● **DATA RECORDS**:
________________

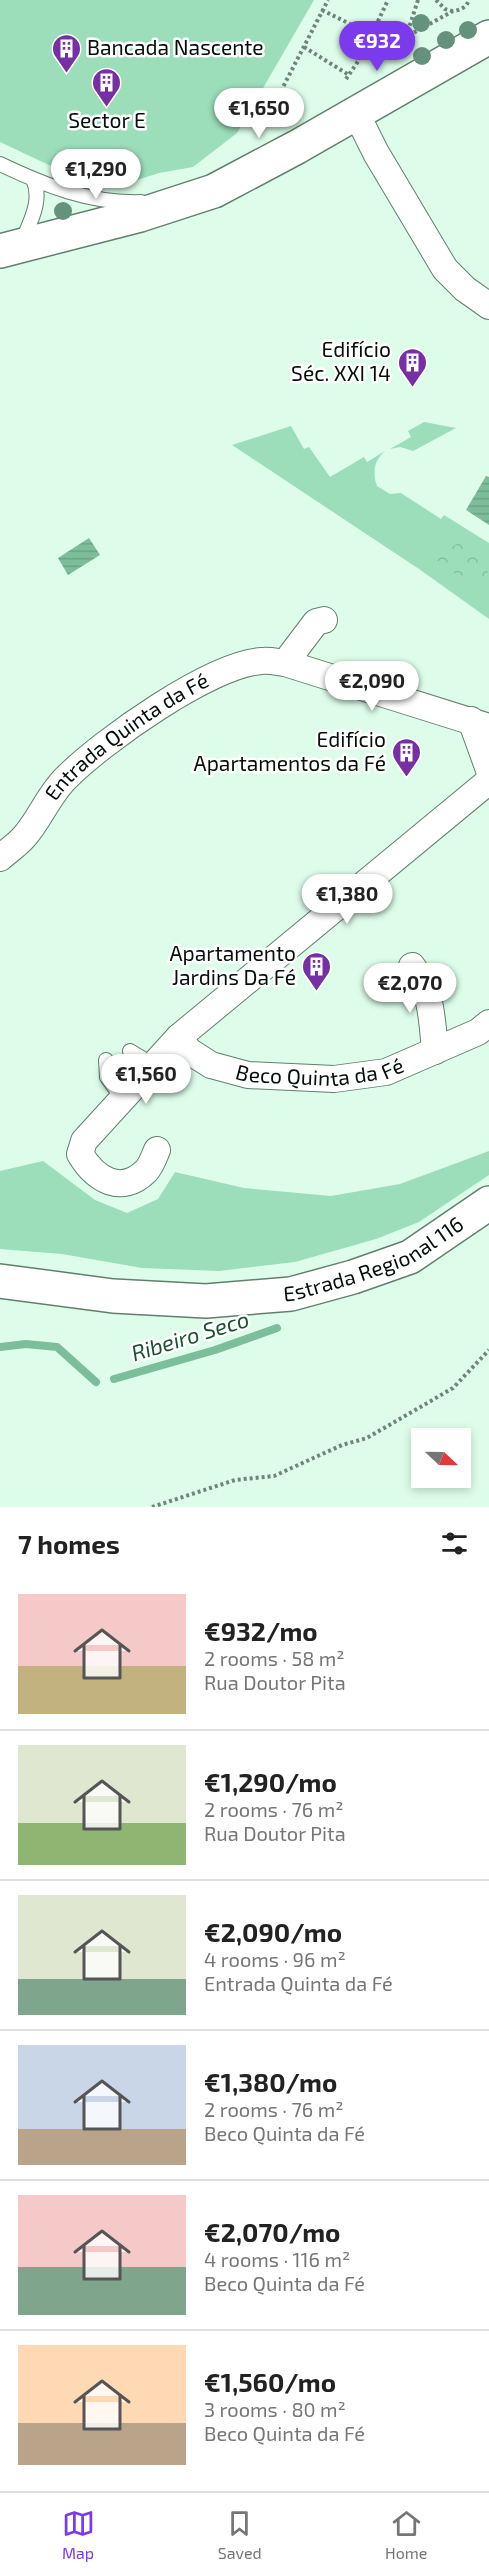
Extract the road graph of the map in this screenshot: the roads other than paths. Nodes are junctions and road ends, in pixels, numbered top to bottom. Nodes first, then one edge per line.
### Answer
1 (489, 37) edge
2 (356, 113) junction
3 (0, 164) edge
4 (33, 179) junction
5 (186, 201) junction
6 (10, 249) edge
7 (489, 306) edge
8 (324, 620) dead end
9 (285, 663) junction
10 (480, 724) edge
11 (489, 770) edge
12 (489, 781) edge
13 (0, 858) edge
14 (412, 966) dead end
15 (489, 1023) edge
16 (179, 1037) junction
17 (130, 1051) dead end
18 (435, 1051) junction
19 (106, 1060) dead end
20 (153, 1065) junction
21 (123, 1099) junction
22 (157, 1150) dead end
23 (489, 1203) edge
24 (0, 1281) edge

1 - 2 main road
2 - 5 main road
2 - 7 street
3 - 4 lane
4 - 5 lane
4 - 6 lane
5 - 6 main road
8 - 9 street
9 - 10 street, Entrada Quinta da Fé
9 - 13 street, Entrada Quinta da Fé
10 - 11 street, Entrada Quinta da Fé
12 - 16 street
14 - 18 street, Beco Quinta da Fé
15 - 18 street, Beco Quinta da Fé
16 - 18 street, Beco Quinta da Fé
16 - 20 street
17 - 20 lane
19 - 21 lane
20 - 21 street
21 - 22 street
23 - 24 main road, Estrada Regional 116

________________

● **WORK TO COMPLETE**:
Repeat the data above in full and exactly. Omit every image.

● **RESPONSE AREA**:
Extract the road graph of the map in this screenshot: the roads other than paths. Nodes are junctions and road ends, in pixels, numbered top to bottom. Nodes first, then one edge per line.
### Answer
1 (489, 37) edge
2 (356, 113) junction
3 (0, 164) edge
4 (33, 179) junction
5 (186, 201) junction
6 (10, 249) edge
7 (489, 306) edge
8 (324, 620) dead end
9 (285, 663) junction
10 (480, 724) edge
11 (489, 770) edge
12 (489, 781) edge
13 (0, 858) edge
14 (412, 966) dead end
15 (489, 1023) edge
16 (179, 1037) junction
17 (130, 1051) dead end
18 (435, 1051) junction
19 (106, 1060) dead end
20 (153, 1065) junction
21 (123, 1099) junction
22 (157, 1150) dead end
23 (489, 1203) edge
24 (0, 1281) edge

1 - 2 main road
2 - 5 main road
2 - 7 street
3 - 4 lane
4 - 5 lane
4 - 6 lane
5 - 6 main road
8 - 9 street
9 - 10 street, Entrada Quinta da Fé
9 - 13 street, Entrada Quinta da Fé
10 - 11 street, Entrada Quinta da Fé
12 - 16 street
14 - 18 street, Beco Quinta da Fé
15 - 18 street, Beco Quinta da Fé
16 - 18 street, Beco Quinta da Fé
16 - 20 street
17 - 20 lane
19 - 21 lane
20 - 21 street
21 - 22 street
23 - 24 main road, Estrada Regional 116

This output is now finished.